Ik zuchtte en Maltar gaf me een kus op mijn wang.

"Als dit allemaal voorbij is kunnen we samen een plek uitzoeken waar we kunnen leven," zei hij.

"Niet als jij sterft in de strijd," zei ik en keek boos voor me uit.

"Ik ga niet snel dood," antwoordde Maltar.

Ik zei niks, want ik wilde niet dat anderen keuzes voor mij gingen maken vanwege de zwangerschap. Natuurlijk wilde ik veilig zijn, maar deze strijd was ook een beetje voor mij toch?

Maltar verliet de tent en mijn moeder kwam binnen. Ze keek me aan.
"Gaat het?" vroeg ze en ik knikte.
Ze vertelde me dat ze had gehoord dat ik een ontmoeting had met Urgull.
Ik vertelde haar het verhaal en ze was verbaasd dat hij me vroeg met hem samen te werken.

"Urgull beoefent een duistere magie. Hij probeert je te gebruiken. Nu hij weet dat jij het Kind van de Maan bent ziet hij grote kansen. Maar welke kansen... dat zou ik niet weten. Rust goed uit. Morgen wordt een lange dag," zei ze en daarna lag ik alleen in mijn tent.
Ik staarde voor me uit en dacht na over alles wat ik had meegemaakt. Mijn handen lagen op mijn buik en plots voelde ik me ineens zo verbonden met mijn kindje.
Ik moest glimlachen toen ik dacht aan het feit dat mijn kind me beschermde, waar ik ook was.
Dit kind was speciaal. Dat wist ik zeker.

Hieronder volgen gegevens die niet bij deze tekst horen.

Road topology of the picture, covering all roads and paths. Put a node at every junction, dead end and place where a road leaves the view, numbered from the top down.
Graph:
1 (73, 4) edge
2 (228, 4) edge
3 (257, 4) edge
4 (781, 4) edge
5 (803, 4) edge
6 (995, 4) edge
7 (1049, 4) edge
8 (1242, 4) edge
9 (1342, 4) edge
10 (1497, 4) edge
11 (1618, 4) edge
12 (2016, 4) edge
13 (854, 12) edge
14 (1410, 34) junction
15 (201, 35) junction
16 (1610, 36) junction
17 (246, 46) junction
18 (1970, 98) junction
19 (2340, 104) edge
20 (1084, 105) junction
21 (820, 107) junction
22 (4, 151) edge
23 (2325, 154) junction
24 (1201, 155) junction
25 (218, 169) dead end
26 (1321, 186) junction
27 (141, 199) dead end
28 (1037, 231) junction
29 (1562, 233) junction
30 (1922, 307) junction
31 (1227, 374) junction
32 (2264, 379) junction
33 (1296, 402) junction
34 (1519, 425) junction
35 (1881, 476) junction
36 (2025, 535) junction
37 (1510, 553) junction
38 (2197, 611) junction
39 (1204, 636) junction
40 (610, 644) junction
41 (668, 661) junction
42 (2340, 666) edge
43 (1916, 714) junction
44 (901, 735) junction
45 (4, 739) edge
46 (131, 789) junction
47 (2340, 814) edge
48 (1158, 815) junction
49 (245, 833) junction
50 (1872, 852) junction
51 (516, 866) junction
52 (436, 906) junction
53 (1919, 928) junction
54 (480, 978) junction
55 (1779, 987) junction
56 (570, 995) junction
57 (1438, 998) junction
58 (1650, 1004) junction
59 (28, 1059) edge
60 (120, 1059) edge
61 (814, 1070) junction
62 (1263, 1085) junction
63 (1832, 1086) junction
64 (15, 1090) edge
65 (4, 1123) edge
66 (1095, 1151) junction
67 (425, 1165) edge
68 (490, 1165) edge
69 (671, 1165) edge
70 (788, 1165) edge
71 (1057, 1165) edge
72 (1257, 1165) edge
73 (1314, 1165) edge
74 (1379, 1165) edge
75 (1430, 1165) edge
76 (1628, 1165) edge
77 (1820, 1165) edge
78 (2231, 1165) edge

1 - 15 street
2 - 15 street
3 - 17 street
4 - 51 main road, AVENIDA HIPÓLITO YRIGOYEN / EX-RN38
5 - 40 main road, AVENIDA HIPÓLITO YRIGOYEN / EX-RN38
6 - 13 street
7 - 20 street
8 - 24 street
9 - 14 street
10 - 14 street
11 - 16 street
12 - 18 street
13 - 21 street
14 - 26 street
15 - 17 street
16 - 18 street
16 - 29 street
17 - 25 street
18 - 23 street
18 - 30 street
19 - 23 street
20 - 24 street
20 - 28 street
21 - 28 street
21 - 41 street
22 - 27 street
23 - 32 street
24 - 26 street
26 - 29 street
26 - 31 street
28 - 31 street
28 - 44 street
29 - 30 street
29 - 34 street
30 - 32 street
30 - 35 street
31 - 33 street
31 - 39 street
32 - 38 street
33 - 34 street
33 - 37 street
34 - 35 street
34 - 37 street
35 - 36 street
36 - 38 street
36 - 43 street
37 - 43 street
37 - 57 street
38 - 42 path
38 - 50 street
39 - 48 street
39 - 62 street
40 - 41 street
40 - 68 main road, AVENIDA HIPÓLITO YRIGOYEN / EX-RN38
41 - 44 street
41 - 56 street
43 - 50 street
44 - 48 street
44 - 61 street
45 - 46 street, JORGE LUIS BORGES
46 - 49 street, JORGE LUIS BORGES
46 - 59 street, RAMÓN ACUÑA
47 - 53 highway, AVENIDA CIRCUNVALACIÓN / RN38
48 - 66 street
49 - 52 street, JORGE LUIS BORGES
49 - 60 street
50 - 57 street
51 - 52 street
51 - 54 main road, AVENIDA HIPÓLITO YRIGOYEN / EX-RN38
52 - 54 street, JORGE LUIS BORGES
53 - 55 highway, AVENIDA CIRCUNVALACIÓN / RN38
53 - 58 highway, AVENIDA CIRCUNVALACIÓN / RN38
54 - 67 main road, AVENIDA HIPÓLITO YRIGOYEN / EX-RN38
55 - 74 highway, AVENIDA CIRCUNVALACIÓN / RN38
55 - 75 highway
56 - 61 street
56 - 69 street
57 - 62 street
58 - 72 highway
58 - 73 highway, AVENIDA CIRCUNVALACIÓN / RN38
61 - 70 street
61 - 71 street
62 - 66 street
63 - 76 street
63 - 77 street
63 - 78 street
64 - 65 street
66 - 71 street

Het werd avond en Maltar bracht me wat te eten.
"Heb je het je moeder al verteld?" vroeg hij en ik schudde mijn hoofd.
"Ik wil het nu gewoon nog even tussen ons en de rest houden," zei ik en Maltar begreep het.
Ik keek hem aan en pakte langzaam zijn hand. Ik legde deze op mijn buik en Maltar glimlachte.
"Het spijt me dat ik je dat gevoel heb gegeven dat jij en ik geen toekomst zouden hebben," zei hij. "Nu je zwanger bent en ons kind magisch is, zie ik ook weer hoop voor mezelf,".
Ik legde mijn hand op zijn wang. "Daarom weet ik hoeveel geluk dit kind ons gaat brengen," antwoordde ik en we zoenden. Zijn lippen waren zo zacht en fijn.
Zijn armen omhelsden mijn lichaam en hij gaf me kusjes in mijn nek.
Ik kreunde zachtjes in zijn oor en voelde hoe zijn handen mij bij mijn heupen pakten.

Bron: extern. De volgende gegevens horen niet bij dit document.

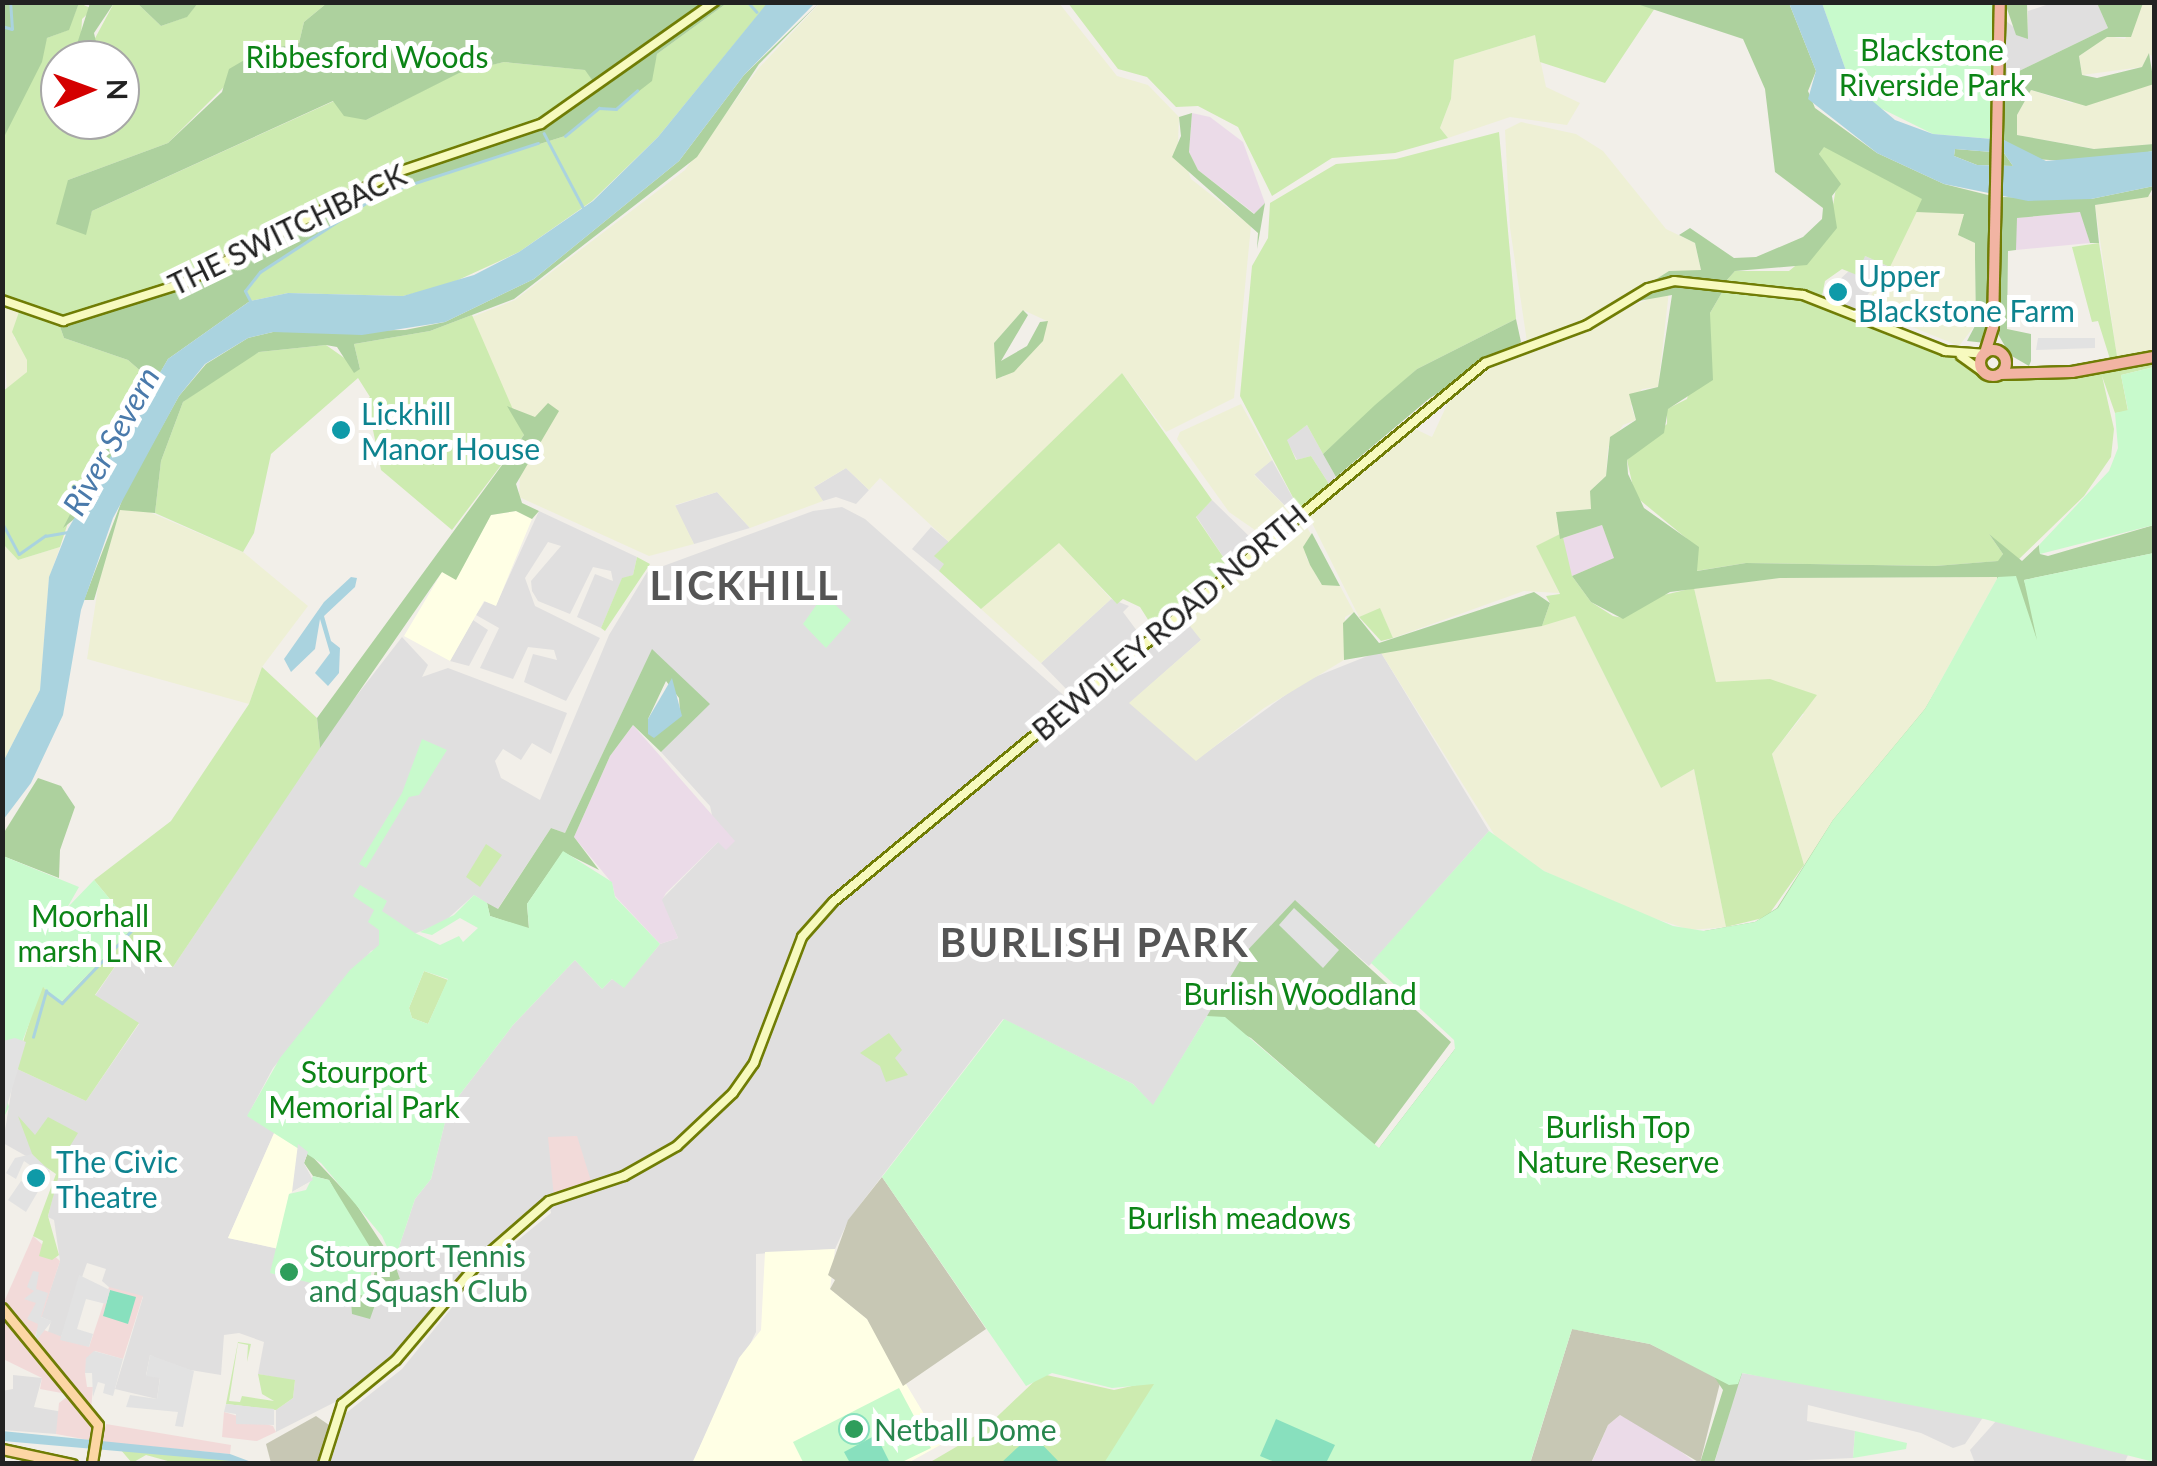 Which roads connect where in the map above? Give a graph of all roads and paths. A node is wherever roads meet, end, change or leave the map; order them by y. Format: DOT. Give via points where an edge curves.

"Demonen! Demonen!" hoorden we iemand plotseling door het kamp roepen.
Maltar en ik haastten zich uit de tent en keken op.
We zagen soldaten en centaurs rennen en het geluid van een oorlogshoorn was luid te horen.
Maltar en ik renden door het kamp heen en zagen alle soldaten groeperen.
Mijn moeder zat op haar paard en ik zag de mijne bij een tent staan.
"Ze komen," zei mijn moeder toen ze Maltar en mij zag staan.
Melo en Lura kwamen als hun leeuwengedaante aangesneld, gevolgd door hun stam.
Ik sprong op mijn paard en zag Aveline, Kyra, David en Stef. Ook zij klommen op hun paarden en ik zei ze dat Urgull zich al paraat had gemaakt voor het gevecht.
"Zus, als we dood gaan deze nacht dan wil ik dit nog wel even zegge-," begon Stef, maar Aveline haakte op hem in.
"We gaan niet dood vandaag Stef. Niet vandaag," ging ze tegen hem in.